Upon termination of the operation of a cable conveyance of this type, it is frequently desirable to decouple the carriers, for example, the cabins or seats, from the cable and to guide the carriers via a transport rail into a predetermined region, especially an enclosed space, chamber or hall, in which the carrier can be garaged or stored at least until operation of the cable conveyance commences again.
This has the advantage that it protects the carriers against the effects of weather during periods in which the cable conveyance is inoperative. This has been found to be especially important for carriers like seats since otherwise it may be necessary in a highly time-consuming and inconvenient manner to clear the carrier from snow or ice before the carrier is recoupled to the cable.
Garaging is advantageous even for gondolas since experience has shown that gondolas left suspended from the cable during periods of inactivity of the conveyance can be damaged by the effects of wind and storms.
In prior art systems which allow for the garaging of the carriers, a branch is provided in the region of the transport cable over which the carrier is guided along a transport rail by means of a drive arrangement so that this drive arrangement engages, entrains or displaces each carrier substantially over its entire path from the cable conveyance to the storage chamber.
In the storage chamber a multiplicity of mutually parallel storage rails can be provided along which the carriers can be moved via curved rails. In general, over the entire paths of the carriers within the storage chamber, the storage rails must be associated with drive devices which can engage the carriers for such displacement and can be operated to deliver the carriers to the cable conveyance when recoupling is desired.
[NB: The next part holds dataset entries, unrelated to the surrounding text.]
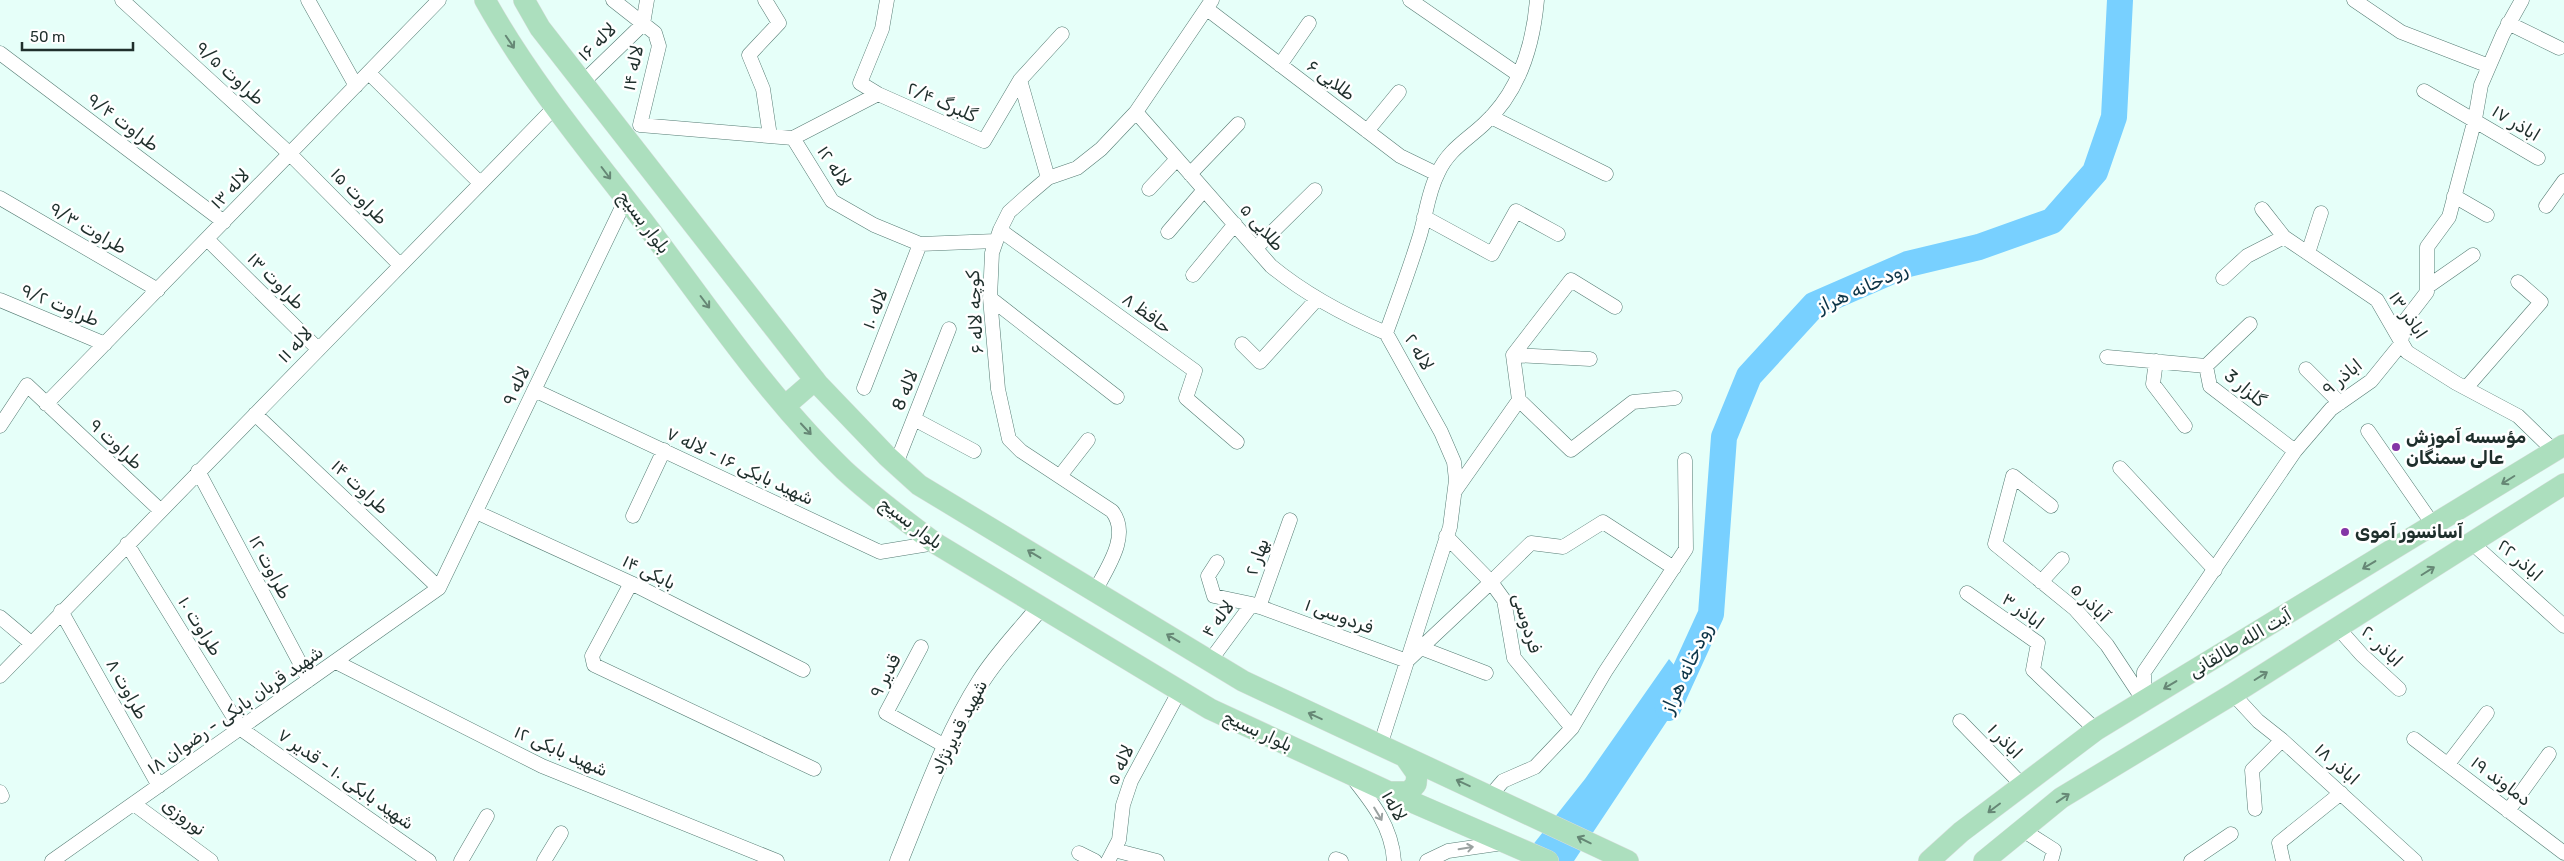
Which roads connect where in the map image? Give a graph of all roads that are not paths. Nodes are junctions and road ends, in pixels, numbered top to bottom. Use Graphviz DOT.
graph roads {
  1 [pos="122,0"];
  2 [pos="308,0"];
  3 [pos="440,0"];
  4 [pos="486,0"];
  5 [pos="524,0"];
  6 [pos="613,0"];
  7 [pos="647,0"];
  8 [pos="765,0"];
  9 [pos="887,0"];
  10 [pos="1410,0"];
  11 [pos="1536,0"];
  12 [pos="2354,0"];
  13 [pos="2522,0"];
  14 [pos="1210,4"];
  15 [pos="1309,23"];
  16 [pos="2508,23"];
  17 [pos="643,24"];
  18 [pos="1062,34"];
  19 [pos="2559,48"];
  20 [pos="0,53"];
  21 [pos="1280,65"];
  22 [pos="2489,66"];
  23 [pos="368,73"];
  24 [pos="1519,75"];
  25 [pos="1020,80"];
  26 [pos="582,83"];
  27 [pos="356,86"];
  28 [pos="2424,90"];
  29 [pos="1399,92"];
  30 [pos="878,94"];
  31 [pos="556,106"];
  32 [pos="1136,112"];
  33 [pos="1491,116"];
  34 [pos="2475,119"];
  35 [pos="1238,124"];
  36 [pos="640,125"];
  37 [pos="1367,131"];
  38 [pos="770,136"];
  39 [pos="793,138"];
  40 [pos="290,154"];
  41 [pos="2538,158"];
  42 [pos="1177,159"];
  43 [pos="1190,174"];
  44 [pos="1437,174"];
  45 [pos="1606,174"];
  46 [pos="1048,178"];
  47 [pos="2564,180"];
  48 [pos="480,183"];
  49 [pos="1149,189"];
  50 [pos="1204,190"];
  51 [pos="1315,190"];
  52 [pos="2454,196"];
  53 [pos="0,198"];
  54 [pos="626,199"];
  55 [pos="2546,206"];
  56 [pos="2262,209"];
  57 [pos="2321,213"];
  58 [pos="2488,215"];
  59 [pos="1424,217"];
  60 [pos="224,222"];
  61 [pos="1235,224"];
  62 [pos="1168,232"];
  63 [pos="1558,234"];
  64 [pos="998,235"];
  65 [pos="2284,237"];
  66 [pos="208,239"];
  67 [pos="920,244"];
  68 [pos="1256,248"];
  69 [pos="2308,254"];
  70 [pos="2473,255"];
  71 [pos="400,265"];
  72 [pos="1193,275"];
  73 [pos="2223,278"];
  74 [pos="2518,282"];
  75 [pos="2427,287"];
  76 [pos="158,290"];
  77 [pos="990,298"];
  78 [pos="1317,299"];
  79 [pos="0,300"];
  80 [pos="1615,307"];
  81 [pos="2250,324"];
  82 [pos="949,329"];
  83 [pos="1386,332"];
  84 [pos="105,344"];
  85 [pos="1242,344"];
  86 [pos="2401,344"];
  87 [pos="318,349"];
  88 [pos="1513,354"];
  89 [pos="2106,357"];
  90 [pos="1590,359"];
  91 [pos="2156,361"];
  92 [pos="2206,366"];
  93 [pos="2306,368"];
  94 [pos="815,380"];
  95 [pos="864,388"];
  96 [pos="2466,388"];
  97 [pos="534,390"];
  98 [pos="1117,397"];
  99 [pos="1675,398"];
  100 [pos="1519,400"];
  101 [pos="2340,403"];
  102 [pos="46,404"];
  103 [pos="785,406"];
  104 [pos="254,414"];
  105 [pos="914,419"];
  106 [pos="2,420"];
  107 [pos="2185,426"];
  108 [pos="2368,431"];
  109 [pos="1088,440"];
  110 [pos="1237,442"];
  111 [pos="2559,448"];
  112 [pos="664,450"];
  113 [pos="974,451"];
  114 [pos="2295,452"];
  115 [pos="1685,460"];
  116 [pos="896,464"];
  117 [pos="2120,468"];
  118 [pos="198,471"];
  119 [pos="1060,476"];
  120 [pos="2564,484"];
  121 [pos="1455,492"];
  122 [pos="2051,506"];
  123 [pos="160,510"];
  124 [pos="476,512"];
  125 [pos="633,516"];
  126 [pos="1290,520"];
  127 [pos="2434,526"];
  128 [pos="1446,536"];
  129 [pos="935,543"];
  130 [pos="2472,543"];
  131 [pos="127,544"];
  132 [pos="2062,558"];
  133 [pos="1217,562"];
  134 [pos="1674,568"];
  135 [pos="2214,570"];
  136 [pos="1491,582"];
  137 [pos="2041,582"];
  138 [pos="631,583"];
  139 [pos="439,588"];
  140 [pos="1095,591"];
  141 [pos="1967,593"];
  142 [pos="1041,606"];
  143 [pos="1255,606"];
  144 [pos="61,611"];
  145 [pos="0,617"];
  146 [pos="2564,626"];
  147 [pos="2338,628"];
  148 [pos="31,643"];
  149 [pos="921,647"];
  150 [pos="1421,648"];
  151 [pos="1210,661"];
  152 [pos="1407,661"];
  153 [pos="336,662"];
  154 [pos="803,670"];
  155 [pos="1486,673"];
  156 [pos="0,676"];
  157 [pos="310,680"];
  158 [pos="2399,689"];
  159 [pos="1180,690"];
  160 [pos="2233,694"];
  161 [pos="2144,701"];
  162 [pos="2487,713"];
  163 [pos="1960,721"];
  164 [pos="1572,728"];
  165 [pos="242,729"];
  166 [pos="2096,730"];
  167 [pos="2414,739"];
  168 [pos="2282,740"];
  169 [pos="1380,746"];
  170 [pos="947,747"];
  171 [pos="2549,754"];
  172 [pos="1405,757"];
  173 [pos="2448,764"];
  174 [pos="814,768"];
  175 [pos="1350,774"];
  176 [pos="159,786"];
  177 [pos="2022,786"];
  178 [pos="1389,792"];
  179 [pos="2341,793"];
  180 [pos="1490,796"];
  181 [pos="134,804"];
  182 [pos="2255,809"];
  183 [pos="2508,810"];
  184 [pos="487,816"];
  185 [pos="2021,829"];
  186 [pos="1961,832"];
  187 [pos="561,834"];
  188 [pos="2231,834"];
  189 [pos="1508,842"];
  190 [pos="1079,853"];
  191 [pos="2564,853"];
  192 [pos="1111,856"];
  193 [pos="60,859"];
  194 [pos="211,861"];
  195 [pos="428,861"];
  196 [pos="461,861"];
  197 [pos="544,861"];
  198 [pos="777,861"];
  199 [pos="899,861"];
  200 [pos="1095,861"];
  201 [pos="1156,861"];
  202 [pos="1394,861"];
  203 [pos="1427,861"];
  204 [pos="1548,861"];
  205 [pos="1628,861"];
  206 [pos="1914,861"];
  207 [pos="1928,861"];
  208 [pos="1984,861"];
  209 [pos="2051,861"];
  210 [pos="2191,861"];
  211 [pos="2283,861"];
  212 [pos="2415,861"];
  1 -- 40 [label="street, طراوت ۹/۵"];
  2 -- 27 [label="street"];
  3 -- 23 [label="street, لاله ۱۳"];
  4 -- 31 [label="main road, بلوار بسیج, one-way"];
  5 -- 26 [label="main road, بلوار بسیج"];
  6 -- 17 [label="street, لاله ۱۴"];
  7 -- 17 [label="street, لاله ۱۶"];
  8 -- 38 [label="street"];
  9 -- 30 [label="street"];
  10 -- 24 [label="street"];
  11 -- 24 [label="street, لاله ۲"];
  12 -- 22 [label="street"];
  13 -- 16 [label="street"];
  14 -- 21 [label="street, طلایی ۶"];
  14 -- 32 [label="street, کوچه لاله ۶"];
  15 -- 21 [label="street"];
  16 -- 19 [label="street"];
  16 -- 22 [label="street"];
  17 -- 26 [label="street, لاله ۱۶"];
  17 -- 36 [label="street, لاله ۱۴"];
  18 -- 25 [label="street, گلبرگ ۲/۴"];
  20 -- 60 [label="street, طراوت ۹/۴"];
  21 -- 37 [label="street, طلایی ۶"];
  22 -- 34 [label="street"];
  23 -- 27 [label="street, لاله ۱۳"];
  23 -- 48 [label="street"];
  24 -- 33 [label="street, لاله ۲"];
  25 -- 30 [label="street, گلبرگ ۲/۴"];
  25 -- 46 [label="street"];
  26 -- 94 [label="main road, بلوار بسیج"];
  27 -- 40 [label="street, لاله ۱۳"];
  28 -- 34 [label="street, اباذر ۱۷"];
  29 -- 37 [label="street"];
  30 -- 39 [label="street, گلبرگ ۲/۴"];
  31 -- 48 [label="street, لاله ۱۱"];
  31 -- 54 [label="main road, بلوار بسیج, one-way"];
  32 -- 42 [label="street, طلایی ۵"];
  32 -- 46 [label="street, کوچه لاله ۶"];
  33 -- 44 [label="street, لاله ۲"];
  33 -- 45 [label="street"];
  34 -- 41 [label="street, اباذر ۱۷"];
  34 -- 52 [label="street"];
  35 -- 43 [label="street"];
  36 -- 38 [label="street, لاله ۱۲"];
  37 -- 44 [label="street, طلایی ۶"];
  38 -- 39 [label="street, لاله ۱۲"];
  39 -- 67 [label="street, لاله ۱۲"];
  40 -- 60 [label="street, لاله ۱۳"];
  40 -- 71 [label="street, طراوت ۱۵"];
  42 -- 43 [label="street, طلایی ۵"];
  42 -- 49 [label="street"];
  43 -- 50 [label="street, طلایی ۵"];
  44 -- 59 [label="street, لاله ۲"];
  46 -- 64 [label="street, کوچه لاله ۶"];
  47 -- 55 [label="street"];
  48 -- 71 [label="street, لاله ۱۱"];
  50 -- 61 [label="street, طلایی ۵"];
  50 -- 62 [label="street"];
  51 -- 68 [label="street"];
  52 -- 58 [label="street"];
  52 -- 75 [label="street"];
  53 -- 76 [label="street, طراوت ۹/۳"];
  54 -- 97 [label="street, لاله ۹"];
  54 -- 103 [label="main road, بلوار بسیج, one-way"];
  56 -- 65 [label="street, اباذر ۱۳"];
  57 -- 69 [label="street"];
  59 -- 63 [label="street"];
  59 -- 83 [label="street, لاله ۲"];
  60 -- 66 [label="street, لاله ۱۳"];
  61 -- 68 [label="street, طلایی ۵"];
  61 -- 72 [label="street"];
  64 -- 67 [label="street, لاله ۱۲"];
  64 -- 77 [label="street, کوچه لاله ۶"];
  64 -- 110 [label="street, حافظ ۸"];
  65 -- 69 [label="street, اباذر ۱۳"];
  65 -- 73 [label="street"];
  66 -- 76 [label="street, لاله ۱۳"];
  66 -- 87 [label="street, طراوت ۱۳"];
  67 -- 95 [label="street, لاله ۱۰"];
  68 -- 78 [label="street, طلایی ۵"];
  69 -- 86 [label="street, اباذر ۱۳"];
  70 -- 75 [label="street"];
  71 -- 87 [label="street, لاله ۱۱"];
  74 -- 96 [label="street"];
  75 -- 86 [label="street, اباذر ۹"];
  76 -- 84 [label="street, لاله ۱۳"];
  77 -- 98 [label="street"];
  77 -- 119 [label="street, کوچه لاله ۶"];
  78 -- 83 [label="street, طلایی ۵"];
  78 -- 85 [label="street"];
  79 -- 84 [label="street, طراوت ۹/۲"];
  80 -- 88 [label="street"];
  81 -- 92 [label="street, گلزار 3"];
  82 -- 105 [label="street, لاله 8"];
  83 -- 121 [label="street, لاله ۲"];
  84 -- 102 [label="street, لاله ۱۳"];
  86 -- 96 [label="street, اباذر ۱۳"];
  86 -- 101 [label="street, اباذر ۹"];
  87 -- 104 [label="street, لاله ۱۱"];
  88 -- 90 [label="street"];
  88 -- 100 [label="street"];
  89 -- 91 [label="street"];
  91 -- 92 [label="street"];
  91 -- 107 [label="street"];
  92 -- 114 [label="street, گلزار 3"];
  93 -- 101 [label="street"];
  94 -- 103 [label="main road"];
  94 -- 116 [label="main road, بلوار بسیج"];
  96 -- 111 [label="street, اباذر ۱۳"];
  97 -- 112 [label="street, شهید بابکی ۱۶ - لاله ۷"];
  97 -- 124 [label="street, لاله ۹"];
  99 -- 100 [label="street"];
  100 -- 121 [label="street"];
  101 -- 114 [label="street, اباذر ۹"];
  102 -- 106 [label="street, طراوت ۹"];
  102 -- 123 [label="street, طراوت ۹"];
  103 -- 129 [label="main road, بلوار بسیج, one-way"];
  104 -- 118 [label="street, لاله ۱۱"];
  104 -- 139 [label="street, طراوت ۱۴"];
  105 -- 113 [label="street"];
  105 -- 116 [label="street, لاله 8"];
  108 -- 127 [label="street"];
  109 -- 119 [label="street"];
  111 -- 127 [label="main road, آیت الله طالقانی, one-way"];
  112 -- 125 [label="street"];
  112 -- 129 [label="street, شهید بابکی ۱۶ - لاله ۷"];
  114 -- 135 [label="street, اباذر ۹"];
  115 -- 134 [label="street"];
  140 -- 116 [label="main road, بلوار بسیج, one-way"];
  117 -- 135 [label="street"];
  118 -- 123 [label="street, لاله ۱۱"];
  118 -- 157 [label="street, طراوت ۱۲"];
  119 -- 140 [label="street, کوچه لاله ۶"];
  120 -- 130 [label="main road"];
  121 -- 128 [label="street, لاله ۲"];
  122 -- 137 [label="street, آباذر ۵"];
  123 -- 131 [label="street, لاله ۱۱"];
  124 -- 138 [label="street, بابکی ۱۴"];
  124 -- 139 [label="street, لاله ۹"];
  126 -- 143 [label="street, بهار ۲"];
  127 -- 161 [label="main road, آیت الله طالقانی, one-way"];
  128 -- 136 [label="street"];
  128 -- 152 [label="street, لاله ۲"];
  129 -- 142 [label="main road, بلوار بسیج"];
  130 -- 146 [label="street, اباذر ۲۲"];
  147 -- 130 [label="main road, one-way"];
  131 -- 144 [label="street, لاله ۱۱"];
  131 -- 165 [label="street, طراوت ۱۰"];
  132 -- 137 [label="street"];
  133 -- 143 [label="street, فردوسی ۱"];
  134 -- 136 [label="street, فردوسی"];
  134 -- 164 [label="street"];
  135 -- 161 [label="street, اباذر ۹"];
  136 -- 150 [label="street"];
  136 -- 164 [label="street, فردوسی"];
  137 -- 161 [label="street, آباذر ۵"];
  138 -- 154 [label="street, بابکی ۱۴"];
  138 -- 174 [label="street"];
  139 -- 153 [label="street, شهید قربان بابکی - رضوان ۱۸"];
  151 -- 140 [label="main road, بلوار بسیج, one-way"];
  141 -- 166 [label="street, اباذر ۳"];
  142 -- 159 [label="main road, بلوار بسیج"];
  142 -- 170 [label="street, شهید قدیرنژاد"];
  143 -- 151 [label="street, لاله ۴"];
  143 -- 152 [label="street, فردوسی ۱"];
  144 -- 148 [label="street, لاله ۱۱"];
  144 -- 176 [label="street, طراوت ۸"];
  145 -- 148 [label="street"];
  147 -- 158 [label="street, اباذر ۲۰"];
  160 -- 147 [label="main road, one-way"];
  148 -- 156 [label="street, لاله ۱۱"];
  149 -- 170 [label="street, قدیر ۹"];
  150 -- 152 [label="street"];
  150 -- 155 [label="street"];
  169 -- 151 [label="main road, بلوار بسیج, one-way"];
  152 -- 169 [label="street, لاله ۲"];
  153 -- 157 [label="street, شهید قربان بابکی - رضوان ۱۸"];
  153 -- 198 [label="street, شهید بابکی ۱۲"];
  157 -- 165 [label="street, شهید قربان بابکی - رضوان ۱۸"];
  159 -- 175 [label="main road, بلوار بسیج"];
  159 -- 192 [label="street, لاله ۵"];
  160 -- 168 [label="street, اباذر ۱۸"];
  185 -- 160 [label="main road, one-way"];
  161 -- 166 [label="main road, آیت الله طالقانی"];
  162 -- 173 [label="street"];
  163 -- 177 [label="street, اباذر ۱"];
  164 -- 180 [label="street"];
  165 -- 176 [label="street, شهید قربان بابکی - رضوان ۱۸"];
  165 -- 195 [label="street, شهید بابکی ۱۰ - قدیر ۷"];
  166 -- 177 [label="main road, آیت الله طالقانی"];
  167 -- 173 [label="street, دماوند ۱۹"];
  168 -- 179 [label="street, اباذر ۱۸"];
  168 -- 182 [label="street"];
  169 -- 172 [label="main road, بلوار بسیج"];
  170 -- 199 [label="street, شهید قدیرنژاد"];
  171 -- 183 [label="street"];
  172 -- 178 [label="main road"];
  180 -- 172 [label="main road, بلوار بسیج, one-way"];
  173 -- 183 [label="street, دماوند ۱۹"];
  175 -- 178 [label="main road, بلوار بسیج"];
  175 -- 202 [label="street, لاله۱, one-way"];
  176 -- 181 [label="street, شهید قربان بابکی - رضوان ۱۸"];
  177 -- 186 [label="main road, آیت الله طالقانی, one-way"];
  178 -- 189 [label="main road, بلوار بسیج"];
  179 -- 211 [label="street"];
  179 -- 212 [label="street, اباذر ۱۸"];
  205 -- 180 [label="main road, بلوار بسیج, one-way"];
  181 -- 193 [label="street, شهید قربان بابکی - رضوان ۱۸"];
  181 -- 194 [label="street, نوروزی"];
  183 -- 191 [label="street, دماوند ۱۹"];
  184 -- 196 [label="street"];
  185 -- 208 [label="main road"];
  185 -- 209 [label="street"];
  186 -- 206 [label="main road"];
  186 -- 207 [label="main road, آیت الله طالقانی"];
  187 -- 197 [label="street"];
  188 -- 210 [label="street"];
  203 -- 189 [label="street, one-way"];
  189 -- 204 [label="main road, بلوار بسیج"];
  190 -- 200 [label="street"];
  192 -- 201 [label="street"];
}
Because generally such drive systems are intended to operate in only one direction or sense, generally the storage chamber is supplied with the carriers from one side and the carriers are transported within the storage chamber to an opposite side from which they are ultimately returned to the cable conveyance via further curved transport rails and branches, i.e. switching rails or the like and, of course, the usual drive devices arrayed along these rails and branches.
Since the carriers must be coupled to the cable at locations which are determined by the single travel direction of the cable, two switch track arrangements are required in standard garaging systems so that the carriers are fed to the storage chamber via a first switch track and, with the cable operating in a single direction, the carriers are returned to the cable over a second switch track located downstream in this direction from the first switch track.
European patent document EU No. 125 967 B1 describes a cable conveyance with a rail for the movement of the carriers which is swingable to adjust the height of the carriers. This cable conveyance, however, does not provide a garaging for the carrier, nor does it suggest any relationship between this height adjustment and the garaging of the carriers.